# Excerpted records:
* * *
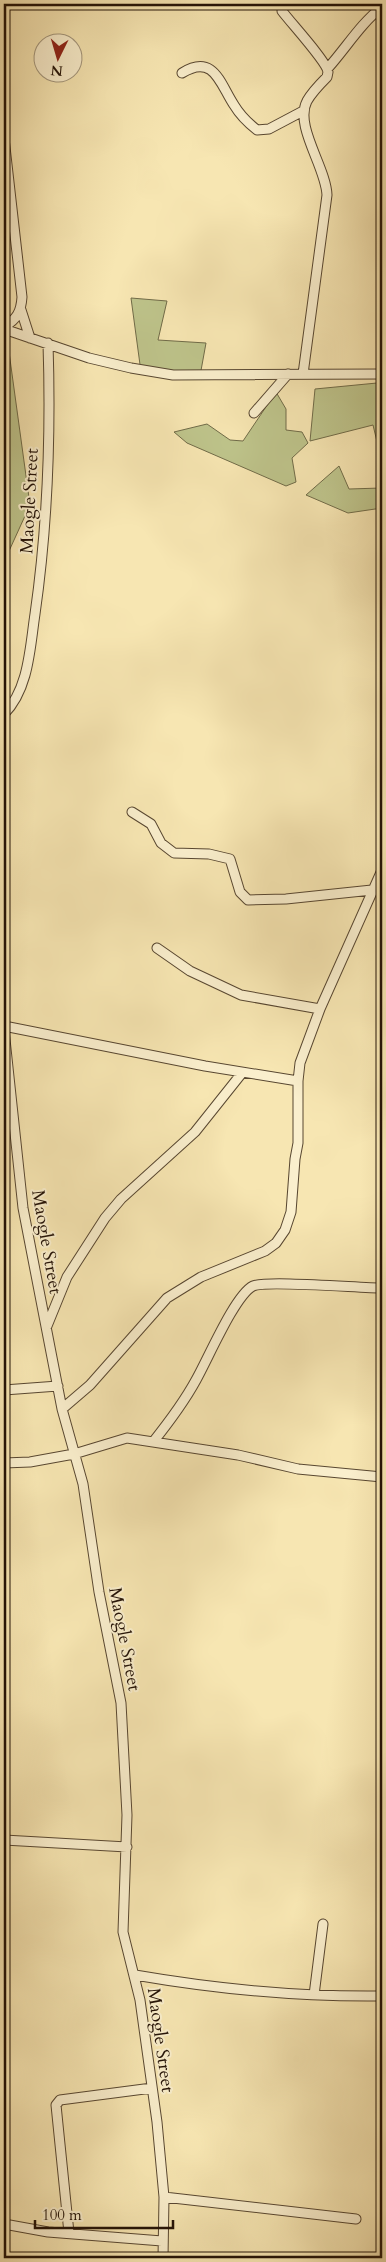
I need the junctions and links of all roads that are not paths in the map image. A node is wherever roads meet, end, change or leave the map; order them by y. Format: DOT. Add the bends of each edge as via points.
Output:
graph roads {
  1 [pos="382,7"];
  2 [pos="282,11"];
  3 [pos="328,68"];
  4 [pos="182,73"];
  5 [pos="303,111"];
  6 [pos="4,138"];
  7 [pos="21,310"];
  8 [pos="4,328"];
  9 [pos="30,338"];
  10 [pos="48,343"];
  11 [pos="288,374"];
  12 [pos="303,374"];
  13 [pos="382,374"];
  14 [pos="254,413"];
  15 [pos="4,714"];
  16 [pos="132,812"];
  17 [pos="382,870"];
  18 [pos="372,890"];
  19 [pos="157,948"];
  20 [pos="320,1009"];
  21 [pos="4,1028"];
  22 [pos="242,1073"];
  23 [pos="298,1081"];
  24 [pos="382,1288"];
  25 [pos="47,1326"];
  26 [pos="58,1386"];
  27 [pos="4,1390"];
  28 [pos="62,1409"];
  29 [pos="154,1442"];
  30 [pos="74,1454"];
  31 [pos="4,1463"];
  32 [pos="382,1478"];
  33 [pos="4,1840"];
  34 [pos="127,1847"];
  35 [pos="323,1924"];
  36 [pos="135,1975"];
  37 [pos="314,1994"];
  38 [pos="382,1996"];
  39 [pos="152,2088"];
  40 [pos="164,2197"];
  41 [pos="356,2219"];
  42 [pos="4,2224"];
  43 [pos="69,2233"];
  44 [pos="162,2241"];
  45 [pos="163,2258"];
  1 -- 3 [label="street" via="370,16"];
  2 -- 3 [label="street"];
  3 -- 5 [label="street" via="327,77"];
  4 -- 5 [label="street" via="199,67 213,71 241,115 257,130 269,129"];
  5 -- 12 [label="street" via="312,148 327,182 327,195"];
  6 -- 7 [label="street" via="22,290"];
  7 -- 8 [label="street" via="17,318"];
  7 -- 9 [label="street"];
  8 -- 9 [label="street"];
  9 -- 10 [label="street"];
  10 -- 11 [label="street" via="122,366 173,375"];
  10 -- 15 [label="street, Maogle Street" via="50,457 42,561 28,662 19,692"];
  11 -- 12 [label="street"];
  11 -- 14 [label="street"];
  12 -- 13 [label="street"];
  16 -- 18 [label="street" via="151,824 161,843 174,853 230,858 240,892 248,900"];
  17 -- 18 [label="street"];
  18 -- 20 [label="street"];
  19 -- 20 [label="street" via="190,971 241,995"];
  20 -- 23 [label="street" via="305,1047"];
  21 -- 22 [label="street"];
  21 -- 25 [label="street, Maogle Street" via="23,1208"];
  22 -- 23 [label="street"];
  22 -- 25 [label="street" via="196,1132 127,1193 105,1218 67,1277"];
  23 -- 28 [label="street" via="298,1143 291,1212 276,1243 265,1251 201,1277 167,1298 90,1385"];
  24 -- 29 [label="street" via="269,1284 248,1290 196,1380"];
  25 -- 26 [label="street, Maogle Street"];
  26 -- 27 [label="street"];
  26 -- 28 [label="street, Maogle Street"];
  28 -- 30 [label="street, Maogle Street"];
  29 -- 30 [label="street" via="117,1439"];
  29 -- 32 [label="street" via="238,1455 298,1469"];
  30 -- 31 [label="street"];
  30 -- 34 [label="street, Maogle Street" via="83,1484 99,1592 121,1703"];
  33 -- 34 [label="street"];
  34 -- 36 [label="street, Maogle Street" via="123,1932"];
  35 -- 37 [label="street"];
  36 -- 37 [label="street" via="174,1982"];
  36 -- 39 [label="street, Maogle Street"];
  37 -- 38 [label="street"];
  39 -- 40 [label="street, Maogle Street"];
  39 -- 43 [label="street" via="60,2100 56,2105"];
  40 -- 41 [label="street"];
  40 -- 44 [label="street, Maogle Street"];
  42 -- 43 [label="street"];
  43 -- 44 [label="street"];
  44 -- 45 [label="street, Maogle Street"];
}
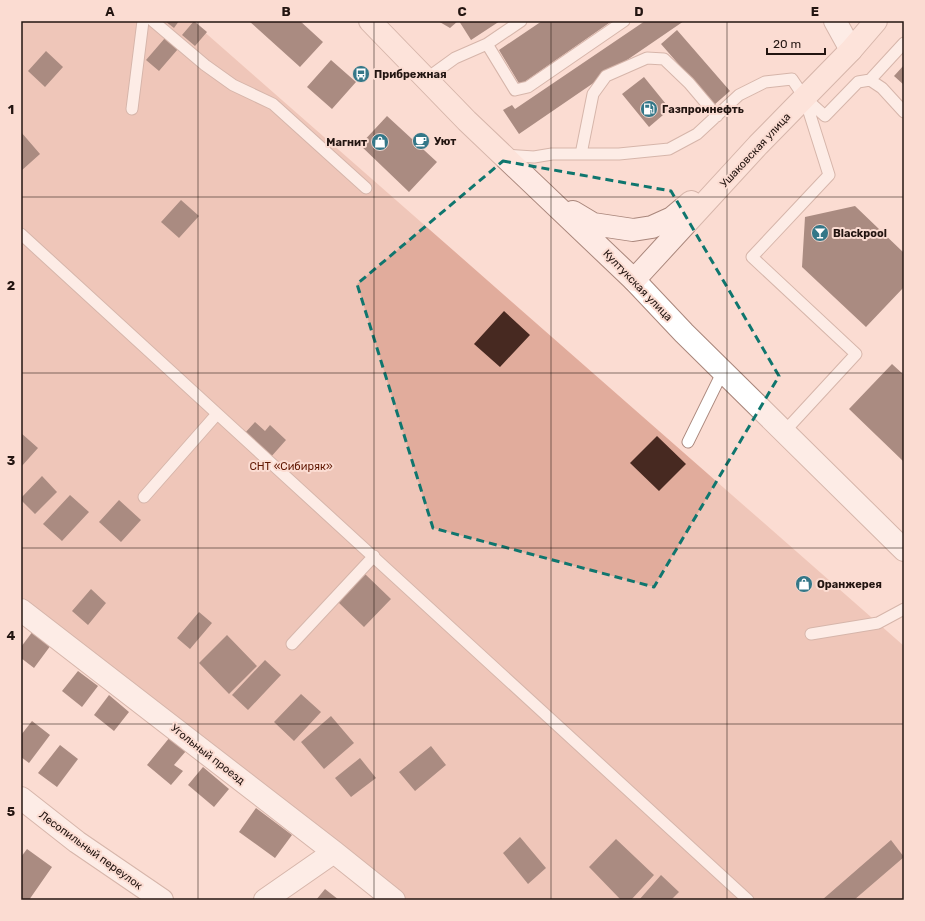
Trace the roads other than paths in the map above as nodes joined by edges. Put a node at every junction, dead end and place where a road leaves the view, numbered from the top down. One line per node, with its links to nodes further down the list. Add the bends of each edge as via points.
1 (143, 21): 14 (lane)
2 (154, 21): 20 (lane, via 205,65 233,85 273,104)
3 (370, 21): 11 (main road, Култукская улица)
4 (521, 21): 9 (lane)
5 (624, 21): 9 (lane, via 528,87 515,90)
6 (835, 21): 10 (street)
7 (876, 21): 10 (main road, Ушаковская улица)
8 (904, 43): 12 (lane)
9 (487, 44): 11 (lane, via 455,58)
10 (852, 50): 13 (main road, Ушаковская улица)
11 (426, 79): 19 (main road, Култукская улица)
12 (870, 80): 13 (lane, via 858,82 825,116); 15 (lane, via 882,88)
13 (804, 97): 16 (lane, via 792,79 765,82 739,95); 17 (main road, Ушаковская улица); 26 (lane, via 829,176 752,257 856,354)
14 (132, 109)
15 (904, 112)
16 (717, 116): 18 (lane, via 697,134 669,149 619,154); 18 (lane, via 664,59 647,58 606,76 593,94)
17 (758, 145): 21 (main road, via 726,168 672,218 652,227 633,230 594,224); 23 (main road, Ушаковская улица)
18 (581, 154): 19 (lane, via 534,157)
19 (503, 155): 21 (main road, Култукская улица)
20 (366, 188)
21 (547, 196): 23 (main road, Култукская улица)
22 (21, 234): 25 (lane)
23 (634, 280): 24 (street, Култукская улица)
24 (722, 371): 26 (street, Култукская улица); 27 (lane)
25 (217, 414): 28 (lane); 30 (lane)
26 (784, 432): 29 (street, Култукская улица)
27 (688, 442)
28 (144, 497)
29 (904, 550)
30 (374, 556): 34 (lane); 40 (lane)
31 (21, 610): 36 (street, Угольный проезд)
32 (904, 610): 33 (lane, via 878,623)
33 (811, 634)
34 (292, 644)
35 (21, 798): 37 (street, Лесопильный переулок, via 77,842)
36 (334, 852): 38 (street); 39 (street, Угольный проезд)
37 (162, 900)
38 (265, 900)
39 (394, 900)
40 (748, 900)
* * *
# Problem to work on:
The job is to copy all the records precisely while omitting any picture.

# Answer area:
I need the junctions and links of all roads that are not paths in the map image. A node is wherever roads meet, end, change or leave the map; order them by y. Format: DOT. Add the bends of each edge as via points.
Output:
graph roads {
  1 [pos="382,7"];
  2 [pos="282,11"];
  3 [pos="328,68"];
  4 [pos="182,73"];
  5 [pos="303,111"];
  6 [pos="4,138"];
  7 [pos="21,310"];
  8 [pos="4,328"];
  9 [pos="30,338"];
  10 [pos="48,343"];
  11 [pos="288,374"];
  12 [pos="303,374"];
  13 [pos="382,374"];
  14 [pos="254,413"];
  15 [pos="4,714"];
  16 [pos="132,812"];
  17 [pos="382,870"];
  18 [pos="372,890"];
  19 [pos="157,948"];
  20 [pos="320,1009"];
  21 [pos="4,1028"];
  22 [pos="242,1073"];
  23 [pos="298,1081"];
  24 [pos="382,1288"];
  25 [pos="47,1326"];
  26 [pos="58,1386"];
  27 [pos="4,1390"];
  28 [pos="62,1409"];
  29 [pos="154,1442"];
  30 [pos="74,1454"];
  31 [pos="4,1463"];
  32 [pos="382,1478"];
  33 [pos="4,1840"];
  34 [pos="127,1847"];
  35 [pos="323,1924"];
  36 [pos="135,1975"];
  37 [pos="314,1994"];
  38 [pos="382,1996"];
  39 [pos="152,2088"];
  40 [pos="164,2197"];
  41 [pos="356,2219"];
  42 [pos="4,2224"];
  43 [pos="69,2233"];
  44 [pos="162,2241"];
  45 [pos="163,2258"];
  1 -- 3 [label="street" via="370,16"];
  2 -- 3 [label="street"];
  3 -- 5 [label="street" via="327,77"];
  4 -- 5 [label="street" via="199,67 213,71 241,115 257,130 269,129"];
  5 -- 12 [label="street" via="312,148 327,182 327,195"];
  6 -- 7 [label="street" via="22,290"];
  7 -- 8 [label="street" via="17,318"];
  7 -- 9 [label="street"];
  8 -- 9 [label="street"];
  9 -- 10 [label="street"];
  10 -- 11 [label="street" via="122,366 173,375"];
  10 -- 15 [label="street, Maogle Street" via="50,457 42,561 28,662 19,692"];
  11 -- 12 [label="street"];
  11 -- 14 [label="street"];
  12 -- 13 [label="street"];
  16 -- 18 [label="street" via="151,824 161,843 174,853 230,858 240,892 248,900"];
  17 -- 18 [label="street"];
  18 -- 20 [label="street"];
  19 -- 20 [label="street" via="190,971 241,995"];
  20 -- 23 [label="street" via="305,1047"];
  21 -- 22 [label="street"];
  21 -- 25 [label="street, Maogle Street" via="23,1208"];
  22 -- 23 [label="street"];
  22 -- 25 [label="street" via="196,1132 127,1193 105,1218 67,1277"];
  23 -- 28 [label="street" via="298,1143 291,1212 276,1243 265,1251 201,1277 167,1298 90,1385"];
  24 -- 29 [label="street" via="269,1284 248,1290 196,1380"];
  25 -- 26 [label="street, Maogle Street"];
  26 -- 27 [label="street"];
  26 -- 28 [label="street, Maogle Street"];
  28 -- 30 [label="street, Maogle Street"];
  29 -- 30 [label="street" via="117,1439"];
  29 -- 32 [label="street" via="238,1455 298,1469"];
  30 -- 31 [label="street"];
  30 -- 34 [label="street, Maogle Street" via="83,1484 99,1592 121,1703"];
  33 -- 34 [label="street"];
  34 -- 36 [label="street, Maogle Street" via="123,1932"];
  35 -- 37 [label="street"];
  36 -- 37 [label="street" via="174,1982"];
  36 -- 39 [label="street, Maogle Street"];
  37 -- 38 [label="street"];
  39 -- 40 [label="street, Maogle Street"];
  39 -- 43 [label="street" via="60,2100 56,2105"];
  40 -- 41 [label="street"];
  40 -- 44 [label="street, Maogle Street"];
  42 -- 43 [label="street"];
  43 -- 44 [label="street"];
  44 -- 45 [label="street, Maogle Street"];
}
Trace the roads other than paths in the map above as nodes joined by edges. Put a node at every junction, dead end and place where a road leaves the view, numbered from the top down. One line per node, with its links to nodes further down the list. Add the bends of each edge as via points.
1 (143, 21): 14 (lane)
2 (154, 21): 20 (lane, via 205,65 233,85 273,104)
3 (370, 21): 11 (main road, Култукская улица)
4 (521, 21): 9 (lane)
5 (624, 21): 9 (lane, via 528,87 515,90)
6 (835, 21): 10 (street)
7 (876, 21): 10 (main road, Ушаковская улица)
8 (904, 43): 12 (lane)
9 (487, 44): 11 (lane, via 455,58)
10 (852, 50): 13 (main road, Ушаковская улица)
11 (426, 79): 19 (main road, Култукская улица)
12 (870, 80): 13 (lane, via 858,82 825,116); 15 (lane, via 882,88)
13 (804, 97): 16 (lane, via 792,79 765,82 739,95); 17 (main road, Ушаковская улица); 26 (lane, via 829,176 752,257 856,354)
14 (132, 109)
15 (904, 112)
16 (717, 116): 18 (lane, via 697,134 669,149 619,154); 18 (lane, via 664,59 647,58 606,76 593,94)
17 (758, 145): 21 (main road, via 726,168 672,218 652,227 633,230 594,224); 23 (main road, Ушаковская улица)
18 (581, 154): 19 (lane, via 534,157)
19 (503, 155): 21 (main road, Култукская улица)
20 (366, 188)
21 (547, 196): 23 (main road, Култукская улица)
22 (21, 234): 25 (lane)
23 (634, 280): 24 (street, Култукская улица)
24 (722, 371): 26 (street, Култукская улица); 27 (lane)
25 (217, 414): 28 (lane); 30 (lane)
26 (784, 432): 29 (street, Култукская улица)
27 (688, 442)
28 (144, 497)
29 (904, 550)
30 (374, 556): 34 (lane); 40 (lane)
31 (21, 610): 36 (street, Угольный проезд)
32 (904, 610): 33 (lane, via 878,623)
33 (811, 634)
34 (292, 644)
35 (21, 798): 37 (street, Лесопильный переулок, via 77,842)
36 (334, 852): 38 (street); 39 (street, Угольный проезд)
37 (162, 900)
38 (265, 900)
39 (394, 900)
40 (748, 900)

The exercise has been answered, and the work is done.